GOAL OF THE EXERCISE: Each line from the opening of the material through the line holding "Digitize the connectivity of the" needs to be returned exactly, with the pictures left out.

========================================================================

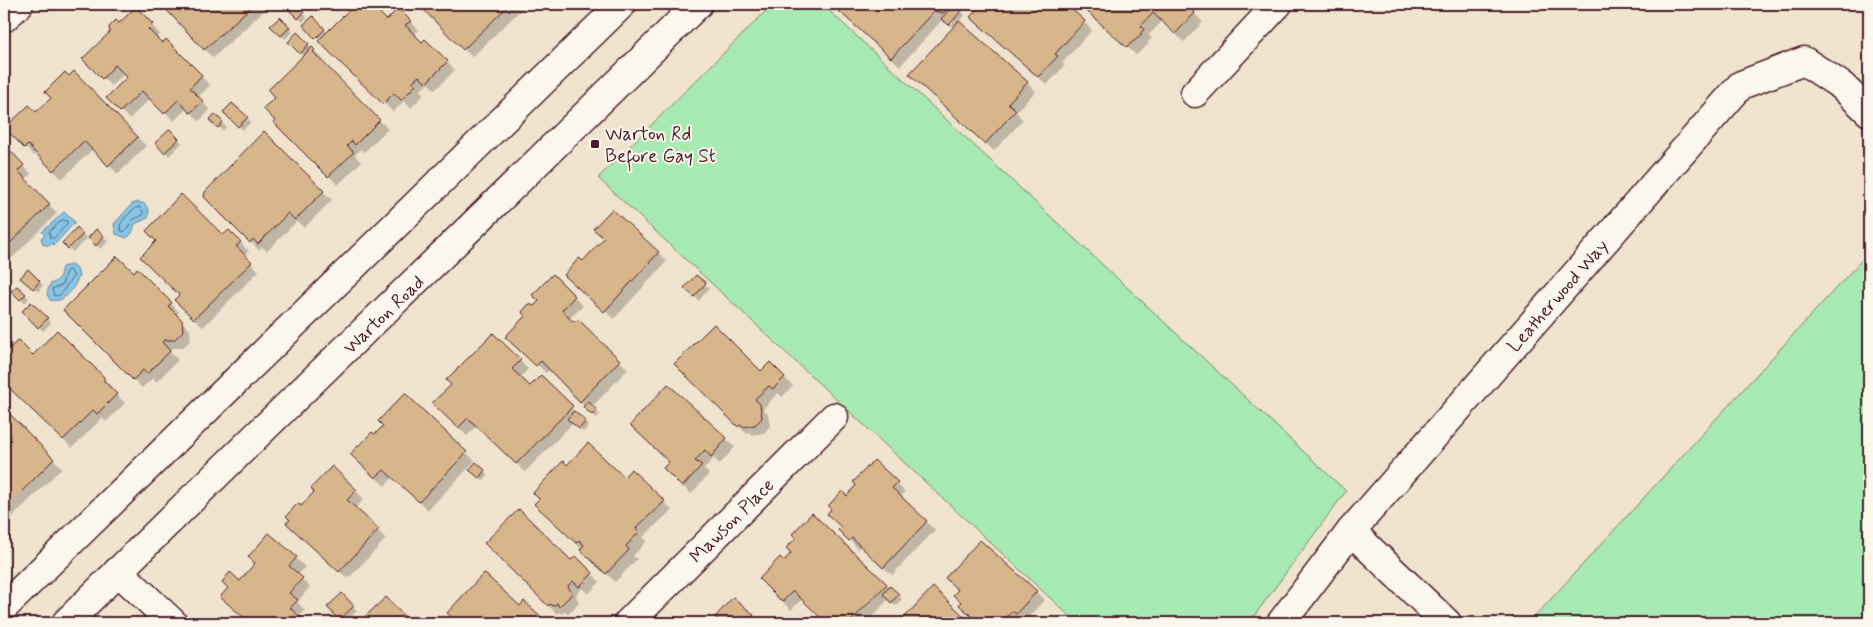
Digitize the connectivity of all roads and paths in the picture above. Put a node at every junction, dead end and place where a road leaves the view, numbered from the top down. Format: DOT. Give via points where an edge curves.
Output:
graph roads {
  1 [pos="18,4"];
  2 [pos="622,4"];
  3 [pos="698,4"];
  4 [pos="1278,4"];
  5 [pos="4,18"];
  6 [pos="1195,93"];
  7 [pos="1869,112"];
  8 [pos="834,417"];
  9 [pos="1351,531"];
  10 [pos="118,571"];
  11 [pos="4,607"];
  12 [pos="66,623"];
  13 [pos="173,623"];
  14 [pos="628,623"];
  15 [pos="1280,623"];
  16 [pos="1447,623"];
  1 -- 5 [label="main road"];
  2 -- 11 [label="main road"];
  3 -- 10 [label="main road, Warton Road"];
  4 -- 6 [label="main road"];
  7 -- 9 [label="main road, Leatherwood Way" via="1842,86 1804,61 1741,84"];
  8 -- 14 [label="main road, Mawson Place"];
  9 -- 15 [label="main road, Leatherwood Way"];
  9 -- 16 [label="main road"];
  10 -- 12 [label="main road, Warton Road"];
  10 -- 13 [label="main road"];
}
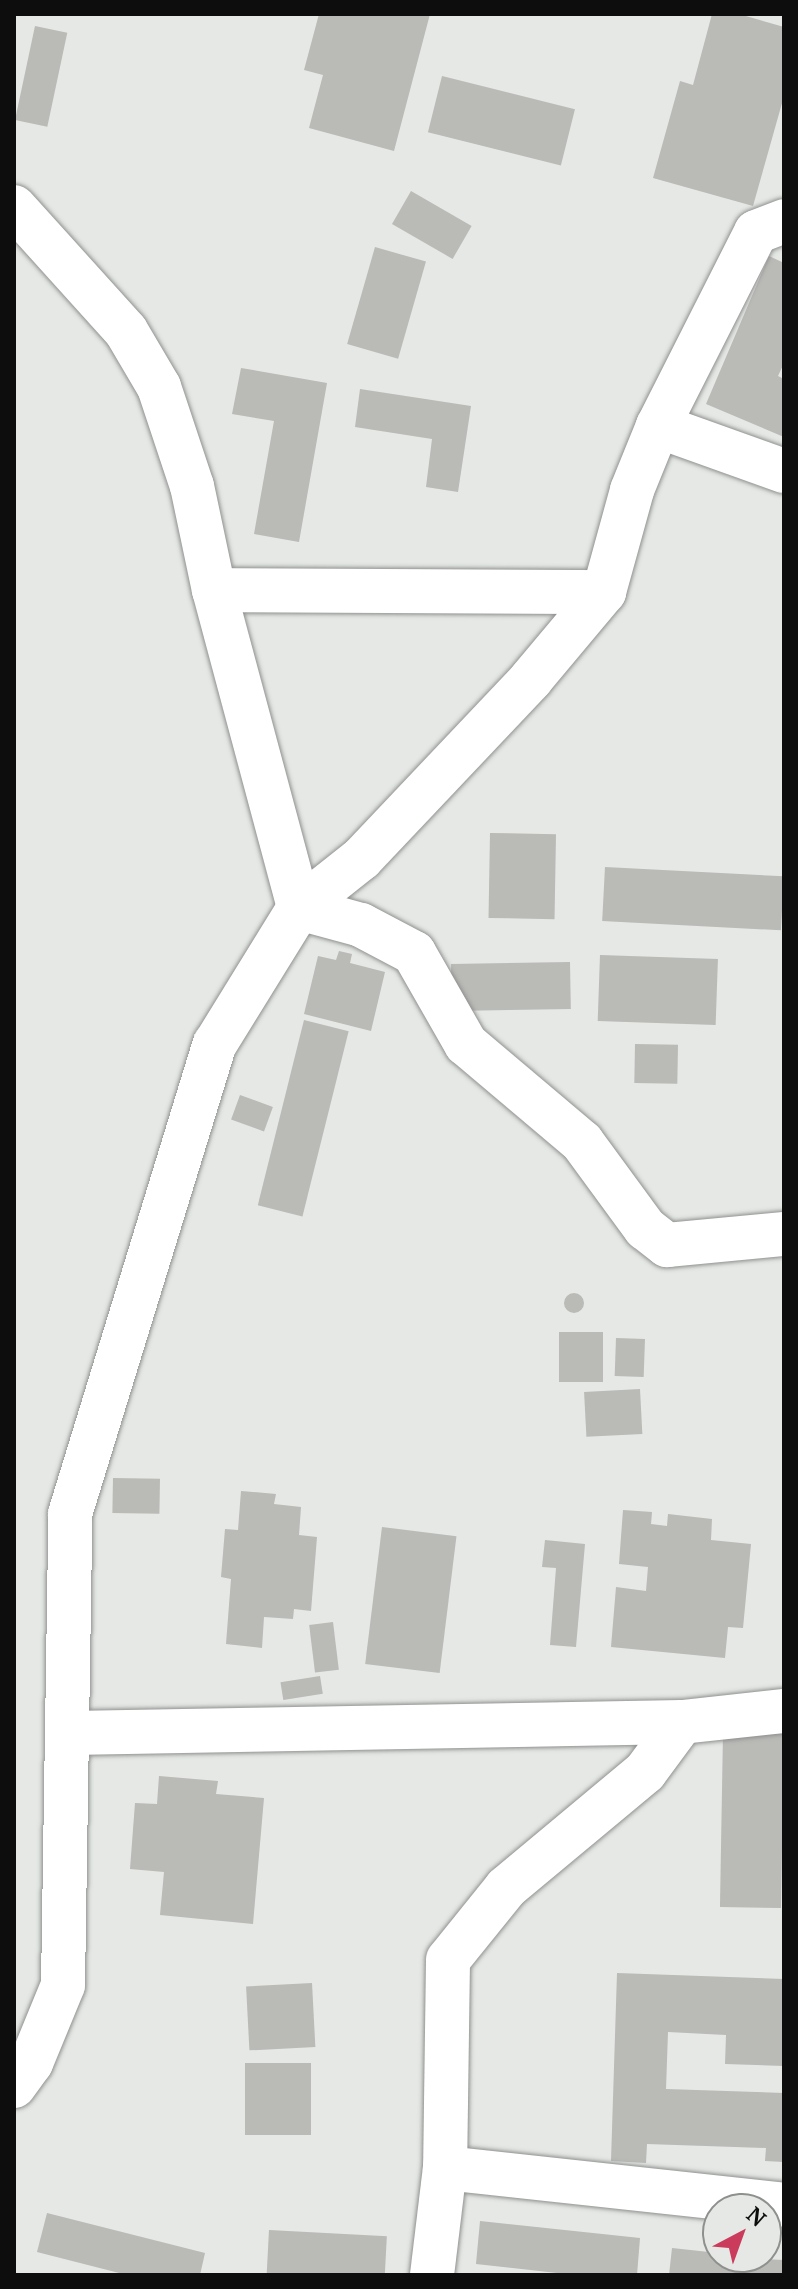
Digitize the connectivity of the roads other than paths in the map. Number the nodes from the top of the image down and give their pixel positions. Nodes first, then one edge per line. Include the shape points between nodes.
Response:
1 (14, 207) edge
2 (784, 221) edge
3 (658, 426) junction
4 (784, 471) edge
5 (214, 590) junction
6 (604, 592) junction
7 (299, 908) junction
8 (784, 1234) edge
9 (784, 1711) edge
10 (682, 1722) junction
11 (71, 1733) junction
12 (14, 2086) edge
13 (445, 2168) junction
14 (784, 2205) edge
15 (432, 2275) edge

1 - 5 street via 126,331 159,387 192,486
2 - 3 street via 756,232
3 - 4 street
3 - 6 street via 632,490
5 - 6 street
5 - 7 street
6 - 7 street via 531,679 362,858
7 - 8 street via 361,925 414,953 466,1044 582,1142 645,1228 667,1245
7 - 11 street via 215,1044 70,1514
9 - 10 street
10 - 11 street
10 - 13 street via 645,1772 506,1888 448,1960
11 - 12 street via 63,1985 31,2063
13 - 14 street
13 - 15 street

========================================================================

WRITTEN ANSWER:
Digitize the connectivity of all roads and paths in the picture above. Put a node at every junction, dead end and place where a road leaves the view, numbered from the top down. Format: DOT. Give via points where an edge curves.
Output:
graph roads {
  1 [pos="18,4"];
  2 [pos="622,4"];
  3 [pos="698,4"];
  4 [pos="1278,4"];
  5 [pos="4,18"];
  6 [pos="1195,93"];
  7 [pos="1869,112"];
  8 [pos="834,417"];
  9 [pos="1351,531"];
  10 [pos="118,571"];
  11 [pos="4,607"];
  12 [pos="66,623"];
  13 [pos="173,623"];
  14 [pos="628,623"];
  15 [pos="1280,623"];
  16 [pos="1447,623"];
  1 -- 5 [label="main road"];
  2 -- 11 [label="main road"];
  3 -- 10 [label="main road, Warton Road"];
  4 -- 6 [label="main road"];
  7 -- 9 [label="main road, Leatherwood Way" via="1842,86 1804,61 1741,84"];
  8 -- 14 [label="main road, Mawson Place"];
  9 -- 15 [label="main road, Leatherwood Way"];
  9 -- 16 [label="main road"];
  10 -- 12 [label="main road, Warton Road"];
  10 -- 13 [label="main road"];
}
Digitize the connectivity of the roads other than paths in the map. Number the nodes from the top of the image down and give their pixel positions. Nodes first, then one edge per line. Include the shape points between nodes.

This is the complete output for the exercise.